I missed an opportunity to give some of my money to a boy this past week.  He had curly hair and halfway-hurt puppy-dog eyes.  A bit wispy for my tastes, but still, a couple of twenties might have made his eyes shine prettily on me for a few seconds.  Instead, I got a look that was somewhere between dejected and offended when I said I would not be contributing any money to help in the Gulf of Mexico's cleanup.

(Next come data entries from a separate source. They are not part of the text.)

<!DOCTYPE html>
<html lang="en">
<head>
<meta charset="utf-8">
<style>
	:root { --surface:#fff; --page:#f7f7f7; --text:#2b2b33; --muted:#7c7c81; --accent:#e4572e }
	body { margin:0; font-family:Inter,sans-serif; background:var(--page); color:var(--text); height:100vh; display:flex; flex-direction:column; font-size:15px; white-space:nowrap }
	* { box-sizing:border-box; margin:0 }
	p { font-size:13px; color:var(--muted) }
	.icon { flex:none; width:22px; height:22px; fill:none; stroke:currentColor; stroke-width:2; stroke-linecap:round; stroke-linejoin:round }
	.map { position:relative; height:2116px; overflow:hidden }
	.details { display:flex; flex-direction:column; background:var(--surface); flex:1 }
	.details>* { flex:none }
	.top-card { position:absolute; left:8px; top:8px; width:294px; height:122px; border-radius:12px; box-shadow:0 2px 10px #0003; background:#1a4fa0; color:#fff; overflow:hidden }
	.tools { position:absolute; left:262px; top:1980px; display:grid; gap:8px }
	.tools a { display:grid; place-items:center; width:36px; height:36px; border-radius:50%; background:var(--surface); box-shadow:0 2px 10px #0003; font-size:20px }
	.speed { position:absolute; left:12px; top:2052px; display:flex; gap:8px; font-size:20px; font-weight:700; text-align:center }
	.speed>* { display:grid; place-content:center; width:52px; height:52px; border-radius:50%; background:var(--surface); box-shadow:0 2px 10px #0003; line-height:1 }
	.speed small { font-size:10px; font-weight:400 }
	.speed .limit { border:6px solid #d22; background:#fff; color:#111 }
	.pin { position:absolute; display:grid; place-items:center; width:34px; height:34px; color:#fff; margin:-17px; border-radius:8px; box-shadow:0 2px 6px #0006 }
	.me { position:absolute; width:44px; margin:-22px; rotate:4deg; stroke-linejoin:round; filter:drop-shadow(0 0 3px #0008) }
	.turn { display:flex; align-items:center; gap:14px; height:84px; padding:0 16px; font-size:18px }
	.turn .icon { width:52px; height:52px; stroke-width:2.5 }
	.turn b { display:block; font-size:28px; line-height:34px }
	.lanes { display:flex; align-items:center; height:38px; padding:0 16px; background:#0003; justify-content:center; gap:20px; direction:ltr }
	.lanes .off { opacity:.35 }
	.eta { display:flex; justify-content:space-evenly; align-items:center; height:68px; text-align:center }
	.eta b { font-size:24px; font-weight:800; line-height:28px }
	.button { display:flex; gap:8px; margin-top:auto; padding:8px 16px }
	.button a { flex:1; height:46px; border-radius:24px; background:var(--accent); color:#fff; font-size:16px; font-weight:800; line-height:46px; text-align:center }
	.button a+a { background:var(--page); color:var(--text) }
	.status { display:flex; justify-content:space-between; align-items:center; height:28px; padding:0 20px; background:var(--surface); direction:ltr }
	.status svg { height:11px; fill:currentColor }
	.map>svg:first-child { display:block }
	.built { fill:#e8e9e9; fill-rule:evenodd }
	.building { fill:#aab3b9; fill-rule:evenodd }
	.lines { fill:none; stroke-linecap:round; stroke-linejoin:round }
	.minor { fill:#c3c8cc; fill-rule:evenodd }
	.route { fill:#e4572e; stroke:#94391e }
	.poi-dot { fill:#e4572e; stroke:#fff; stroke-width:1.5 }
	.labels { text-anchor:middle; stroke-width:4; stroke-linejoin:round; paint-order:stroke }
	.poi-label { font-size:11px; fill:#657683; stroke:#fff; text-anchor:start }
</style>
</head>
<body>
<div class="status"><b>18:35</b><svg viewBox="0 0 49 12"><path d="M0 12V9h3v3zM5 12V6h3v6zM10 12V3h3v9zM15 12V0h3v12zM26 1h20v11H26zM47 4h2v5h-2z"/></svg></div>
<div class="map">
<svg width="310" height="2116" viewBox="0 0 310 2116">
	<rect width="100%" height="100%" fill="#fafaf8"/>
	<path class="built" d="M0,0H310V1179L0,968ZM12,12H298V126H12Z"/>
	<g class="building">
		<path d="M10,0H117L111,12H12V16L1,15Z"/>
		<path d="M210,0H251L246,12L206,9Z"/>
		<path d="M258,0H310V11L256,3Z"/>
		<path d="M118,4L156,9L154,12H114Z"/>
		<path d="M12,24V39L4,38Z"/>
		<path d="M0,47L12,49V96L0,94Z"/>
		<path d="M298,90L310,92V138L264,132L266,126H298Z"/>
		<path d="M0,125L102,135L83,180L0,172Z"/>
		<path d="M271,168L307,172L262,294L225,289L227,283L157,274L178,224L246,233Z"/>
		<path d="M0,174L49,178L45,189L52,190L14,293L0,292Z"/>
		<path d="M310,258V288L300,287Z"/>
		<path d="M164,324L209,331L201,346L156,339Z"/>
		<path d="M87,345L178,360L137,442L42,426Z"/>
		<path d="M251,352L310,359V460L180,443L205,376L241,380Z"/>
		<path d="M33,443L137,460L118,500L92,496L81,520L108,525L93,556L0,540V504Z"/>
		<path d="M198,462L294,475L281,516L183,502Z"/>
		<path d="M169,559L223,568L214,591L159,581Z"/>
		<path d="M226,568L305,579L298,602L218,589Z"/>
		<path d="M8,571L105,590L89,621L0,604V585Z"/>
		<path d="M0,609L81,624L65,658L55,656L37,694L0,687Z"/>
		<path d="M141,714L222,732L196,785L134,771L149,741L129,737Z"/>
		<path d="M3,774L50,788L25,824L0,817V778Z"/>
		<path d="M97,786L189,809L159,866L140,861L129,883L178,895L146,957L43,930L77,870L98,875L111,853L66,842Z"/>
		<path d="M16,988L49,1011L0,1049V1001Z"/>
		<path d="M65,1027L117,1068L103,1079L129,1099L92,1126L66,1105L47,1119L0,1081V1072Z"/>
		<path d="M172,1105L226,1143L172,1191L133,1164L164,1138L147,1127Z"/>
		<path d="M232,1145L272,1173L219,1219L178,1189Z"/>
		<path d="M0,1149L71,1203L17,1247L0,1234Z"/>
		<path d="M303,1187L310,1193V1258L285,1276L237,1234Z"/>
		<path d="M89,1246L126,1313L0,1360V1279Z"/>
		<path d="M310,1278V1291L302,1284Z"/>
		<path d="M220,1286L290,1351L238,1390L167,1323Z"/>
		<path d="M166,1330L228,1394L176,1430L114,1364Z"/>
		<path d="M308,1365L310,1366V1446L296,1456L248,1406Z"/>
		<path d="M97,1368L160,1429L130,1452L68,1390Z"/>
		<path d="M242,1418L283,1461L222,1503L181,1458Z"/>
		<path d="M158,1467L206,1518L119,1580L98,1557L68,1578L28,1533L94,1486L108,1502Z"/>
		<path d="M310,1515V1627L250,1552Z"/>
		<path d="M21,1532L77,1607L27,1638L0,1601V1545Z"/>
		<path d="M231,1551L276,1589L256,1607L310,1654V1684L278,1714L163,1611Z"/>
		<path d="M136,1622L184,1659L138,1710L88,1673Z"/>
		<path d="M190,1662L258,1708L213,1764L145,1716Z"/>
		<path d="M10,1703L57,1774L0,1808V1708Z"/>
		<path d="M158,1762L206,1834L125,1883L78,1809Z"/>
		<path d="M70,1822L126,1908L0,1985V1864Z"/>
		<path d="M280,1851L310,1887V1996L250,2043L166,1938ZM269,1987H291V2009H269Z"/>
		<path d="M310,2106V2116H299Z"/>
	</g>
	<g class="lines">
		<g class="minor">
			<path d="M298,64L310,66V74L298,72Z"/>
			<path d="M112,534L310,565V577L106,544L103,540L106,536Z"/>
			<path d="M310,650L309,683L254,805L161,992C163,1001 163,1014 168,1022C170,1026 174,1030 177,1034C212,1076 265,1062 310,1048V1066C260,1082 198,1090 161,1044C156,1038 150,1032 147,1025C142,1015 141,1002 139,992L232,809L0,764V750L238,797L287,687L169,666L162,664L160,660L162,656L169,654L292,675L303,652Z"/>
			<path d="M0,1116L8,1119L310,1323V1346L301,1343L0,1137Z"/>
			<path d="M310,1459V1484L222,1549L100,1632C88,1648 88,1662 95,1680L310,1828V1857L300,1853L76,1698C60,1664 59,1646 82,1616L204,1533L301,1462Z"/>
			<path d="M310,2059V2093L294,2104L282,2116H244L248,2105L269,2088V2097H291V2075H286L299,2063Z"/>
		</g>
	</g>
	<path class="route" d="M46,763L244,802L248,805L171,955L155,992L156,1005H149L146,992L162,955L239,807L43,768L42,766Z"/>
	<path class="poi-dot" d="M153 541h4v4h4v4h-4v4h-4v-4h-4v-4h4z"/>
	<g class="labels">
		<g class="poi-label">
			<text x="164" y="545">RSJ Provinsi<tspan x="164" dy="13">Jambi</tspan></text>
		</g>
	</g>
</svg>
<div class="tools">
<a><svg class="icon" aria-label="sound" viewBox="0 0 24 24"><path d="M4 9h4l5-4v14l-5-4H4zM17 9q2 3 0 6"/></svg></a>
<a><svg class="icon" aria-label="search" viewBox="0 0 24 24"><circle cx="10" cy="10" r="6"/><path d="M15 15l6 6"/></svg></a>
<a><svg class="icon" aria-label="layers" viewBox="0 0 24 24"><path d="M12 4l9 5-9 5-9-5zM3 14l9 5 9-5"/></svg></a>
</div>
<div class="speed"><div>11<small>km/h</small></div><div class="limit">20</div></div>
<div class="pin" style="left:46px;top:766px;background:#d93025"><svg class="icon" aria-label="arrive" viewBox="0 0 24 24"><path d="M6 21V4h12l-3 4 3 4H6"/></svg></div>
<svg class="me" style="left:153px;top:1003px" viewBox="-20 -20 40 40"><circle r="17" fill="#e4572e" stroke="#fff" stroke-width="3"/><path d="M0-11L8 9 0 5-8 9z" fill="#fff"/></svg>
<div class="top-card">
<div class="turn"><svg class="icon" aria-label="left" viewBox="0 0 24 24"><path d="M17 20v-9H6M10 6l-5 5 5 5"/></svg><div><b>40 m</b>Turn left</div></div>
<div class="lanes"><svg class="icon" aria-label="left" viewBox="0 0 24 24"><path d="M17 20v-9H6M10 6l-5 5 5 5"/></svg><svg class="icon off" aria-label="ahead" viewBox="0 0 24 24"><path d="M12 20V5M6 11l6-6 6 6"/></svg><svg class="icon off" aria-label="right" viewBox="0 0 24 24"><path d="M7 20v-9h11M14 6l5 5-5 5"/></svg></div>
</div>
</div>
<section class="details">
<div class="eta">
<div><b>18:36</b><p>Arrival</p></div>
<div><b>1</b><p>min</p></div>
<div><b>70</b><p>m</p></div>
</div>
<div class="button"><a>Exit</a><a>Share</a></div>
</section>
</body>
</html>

It might have been the Natural Resources Defense Council he was seeking members for.  I can't remember.  I have no doubt that it was a good cause, responsible and legitimate.  Mostly I didn't contribute or join because I didn't have money on me.   But for a while now, I have stopped contributing to charities.

Five years.

The last time I gave--and gave sacrificially--was to help New Orleans, a city I love dearly.  I donated a chunk of my Visa card to the Red Cross--and to another organization that expressly intended to help New Orleanians who are lesbian, gay, bisexual, and transgendered (partly because my understanding was that the Red Cross has had a bumpy past with the LGBT communities--an understanding that has been challenged since then by a gay friend who works--or worked--at the Red Cross).

At first I thought the boy was asking for signatures, as he rattled off his prepared spiel.  Now a signature I would have given him--even a phone number.  But money is a different matter.  The phrase "blood from a turnip" springs to mind, but then so does "a cold day in hell."

I love the Gulf of Mexico.  The most beautiful beach I have ever seen is the white sands of Pensacola Beach, in 1987.  And, as I said, I do not doubt that the organization the boy represented was (is) legitimate.

It's not that I'm a defender of BP or a drill-baby-drill conservative (so ironic, isn't it, that the only things conservatives tend not to want to conserve is the planet they live on and the government of the nation for which the flag they would never burn stands, the same government established in the Constitution they interpret so strictly constructionistically sometimes).

I don't doubt that, had I just been paid, the boy's dark eyes would have melted me, and I would have given him everything I had just to belong to whatever it is he belongs to.

But I don't give to the Human Rights Campaign anymore, or to, or to the Democratic Party, or to NPR.  I've given to all of them in the past and still they harangue me for more.  Who can blame them?  They need the money.  They can do all kinds of good things with it that I can't do.  And prior donations of $20 or so have convinced them that there's more where that came from.

I will still sign things.  Just ask me.  I refuse fewer than a third of the requests I get for a signature.

I am especially reluctant to support financially organizations that lobby Congress.  I'm tired of lobbying.  It's no longer enough just to write letters to one's representatives.  It's no longer enough just to vote.  Now it's imperative to send money to organizations that know where and when to pass over a small bundle of unmarked bills to get a favorable vote ... to save the environment, to counteract the religious right, to counteract the greedy corporations, to find somebody who will say a few kind and tolerant words about apostates and homosexuals like me.

I can't see the point of paying elected officials something extra to do the right thing.  I realize the real politics roll on money.  But the thing is I don't have a whole lot of money.  Not only do the bad guys (BP, the Mormon Church, Wall Street) have more of it than I do ... so do the elected officials whose palm is out for some greasing.

So I will keep my money ... unless, that is, I have some in my pocket when somebody pretty with curly hair and sad eyes asks me for it ... and then I may ask if, at the very least, I may stuff the bills into the waistband of his Ginch Gonch.